Migrating to static types
Nextflow 25.10 introduces the ability to use static types in a Nextflow pipeline. This tutorial demonstrates how to migrate to static types using the rnaseq-nf pipeline as an example.
Static types in Nextflow 25.10 are optional. All existing code will continue to work.
Overview
Static types allow you to specify the types of variables and parameters in Nextflow code. This language feature serves two purposes:
-
Better documentation: Type annotations serve as code documentation, making your code more precise and easier to understand.
-
Better validation: The Nextflow language server uses these type annotations to perform type checking, which allows it to identify type-related errors during development without requiring code execution.
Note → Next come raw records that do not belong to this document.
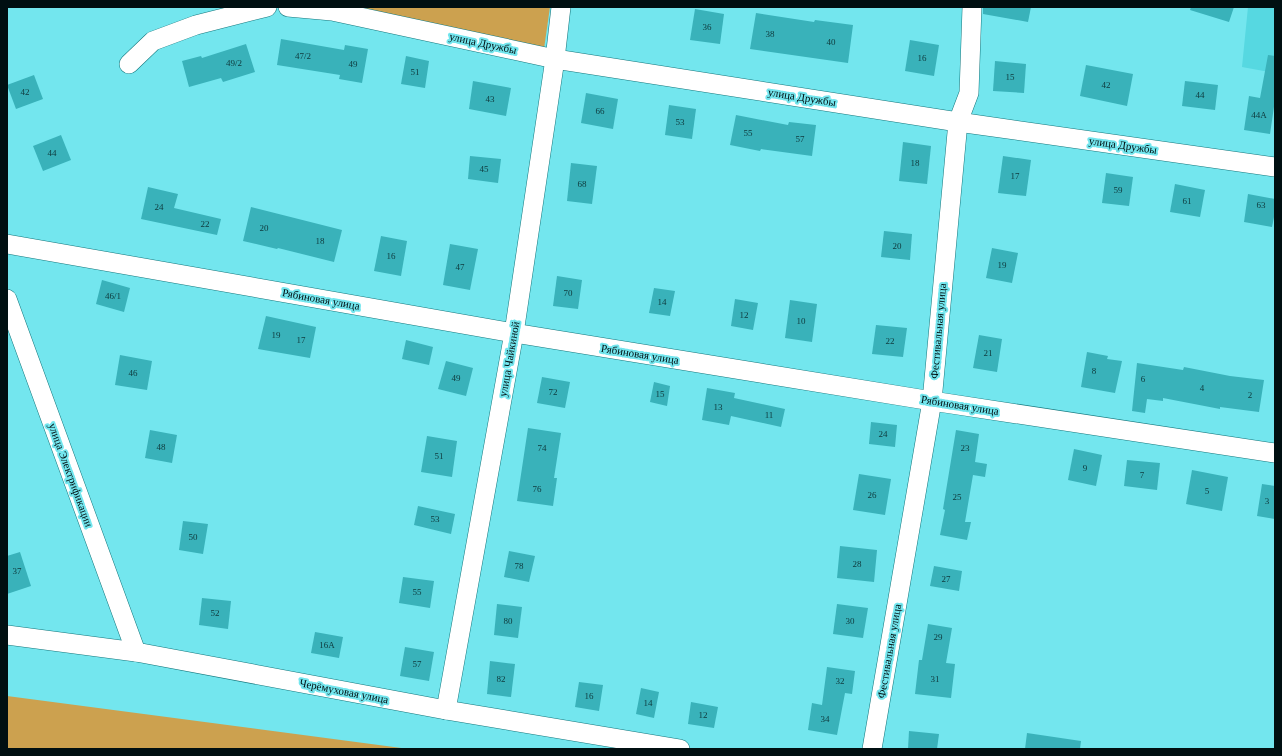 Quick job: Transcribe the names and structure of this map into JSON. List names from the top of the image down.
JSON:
{
  "streets": {
    "street": [
      "улица Дружбы",
      "Рябиновая улица",
      "Фестивальная улица",
      "улица Чайкиной",
      "улица Электрификации",
      "Черёмуховая улица"
    ]
  },
  "crossings": [
    ["улица Дружбы", "Фестивальная улица"],
    ["улица Дружбы", "улица Чайкиной"],
    ["Рябиновая улица", "Фестивальная улица"],
    ["Рябиновая улица", "улица Чайкиной"],
    ["улица Чайкиной", "Черёмуховая улица"],
    ["улица Электрификации", "Черёмуховая улица"]
  ],
  "house_numbers": [
    "36",
    "38",
    "40",
    "47/2",
    "16",
    "49/2",
    "49",
    "51",
    "15",
    "42",
    "42",
    "44",
    "43",
    "66",
    "44А",
    "53",
    "55",
    "57",
    "44",
    "18",
    "45",
    "17",
    "68",
    "59",
    "61",
    "63",
    "24",
    "22",
    "20",
    "18",
    "20",
    "16",
    "19",
    "47",
    "70",
    "46/1",
    "14",
    "12",
    "10",
    "19",
    "17",
    "22",
    "21",
    "8",
    "46",
    "49",
    "6",
    "4",
    "72",
    "15",
    "2",
    "13",
    "11",
    "24",
    "48",
    "74",
    "23",
    "51",
    "9",
    "7",
    "76",
    "5",
    "26",
    "25",
    "3",
    "53",
    "50",
    "28",
    "78",
    "37",
    "27",
    "55",
    "52",
    "80",
    "30",
    "29",
    "16А",
    "57",
    "82",
    "31",
    "32",
    "16",
    "14",
    "12",
    "34"
  ]
} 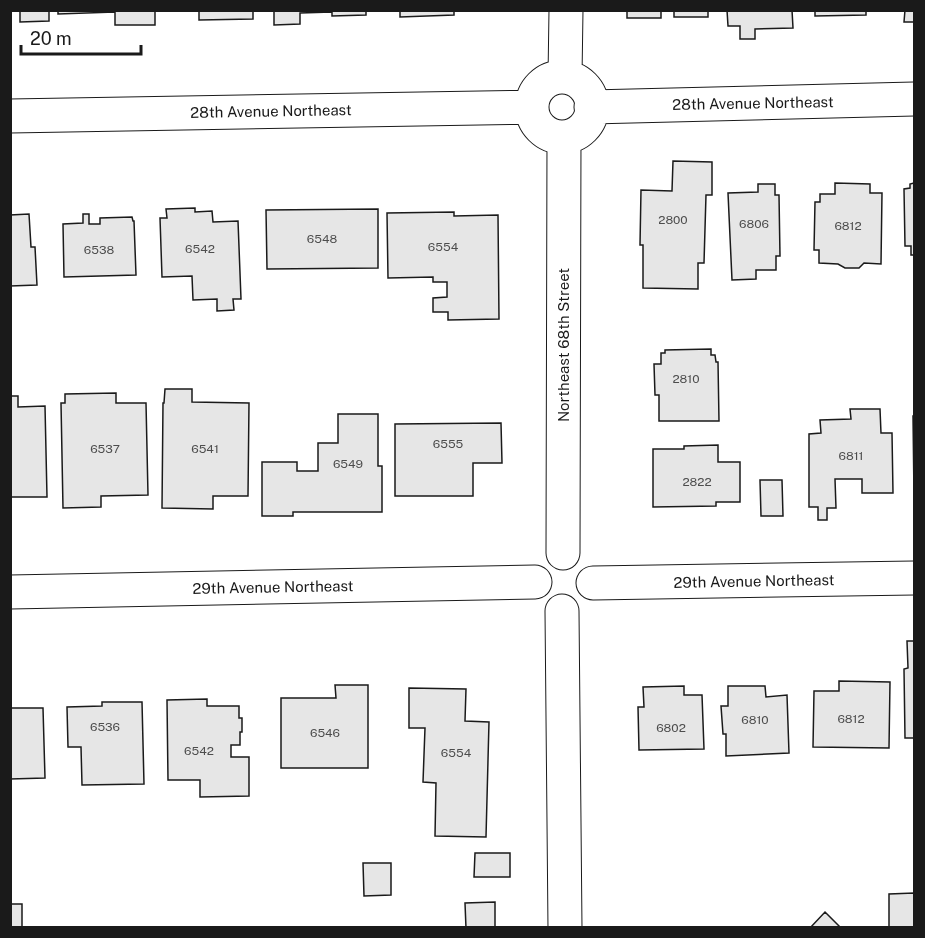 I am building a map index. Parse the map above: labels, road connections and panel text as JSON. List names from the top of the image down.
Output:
{
  "streets": {
    "street": ["28th Avenue Northeast", "Northeast 68th Street", "29th Avenue Northeast"]
  },
  "crossings": [
    ["28th Avenue Northeast", "Northeast 68th Street"],
    ["Northeast 68th Street", "29th Avenue Northeast"]
  ],
  "house_numbers": [
    "2800",
    "6806",
    "6812",
    "6548",
    "6554",
    "6542",
    "6538",
    "2810",
    "6555",
    "6537",
    "6541",
    "6811",
    "6549",
    "2822",
    "6812",
    "6810",
    "6536",
    "6802",
    "6546",
    "6542",
    "6554"
  ],
  "scale_bar": "20 m"
}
While Nextflow inherited type annotations from Groovy, types were limited to functions and local variables and weren't supported by Nextflow-specific constructs, such as processes, workflows, and pipeline parameters. Additionally, the Groovy type system is significantly larger and more complex than necessary for Nextflow pipelines.
Nextflow 25.10 provides a native way to specify types at every level of a pipeline, from pipeline parameters to process inputs and outputs, using the standard types in the Nextflow standard library.
Developer tooling
Static types work best with the Nextflow language server and Nextflow VS Code extension.
See Environment setup for instructions on how to setup VS Code and the Nextflow extension.
Type checking
Static type checking is currently available through the language server as an experimental feature.
Automatic migration
The Nextflow VS Code extension provides a command for automatically migrating Nextflow pipelines to static types. To migrate a script, open the Command Palette, search for Convert script to static types, and select it.
The extension can also convert an entire project using the Convert pipeline to static types command.
The conversion consists of the following steps:
-
Legacy parameter declarations are converted to a
paramsblock. If anextflow_schema.jsonfile is present, it is used to infer parameter types. -
Legacy processes are converted to typed processes.
The language server uses the following rules when attempting to convert a legacy process:
-
When input or output types cannot be inferred (e.g.,
valinputs and outputs), the type remains unspecified and the language server reports an error. However, if a process includes an nf-core meta.yml, the language server uses it to infer the appropriate type. -
File inputs (
fileandpathqualifiers) are converted toPathorSet<Path>based on (1) thearityoption or (2) stage name when specified. To ensure accurate conversion, specify thearityoption in the legacy syntax and review the converted code to verify the correct type is used. -
File outputs (
fileandpathqualifiers) are converted tofile()orfiles()based on thearityoption when specified. To ensure accurate conversion, specify thearityoption in the legacy syntax and review the converted code to verify the correct output function is used.
Example: rnaseq-nf
This section demonstrates how to migrate a pipeline to static types using the rnaseq-nf pipeline as an example. The completed migration is available in the preview-25-10 branch.
See Getting started with rnaseq-nf for an introduction to the rnaseq-nf pipeline.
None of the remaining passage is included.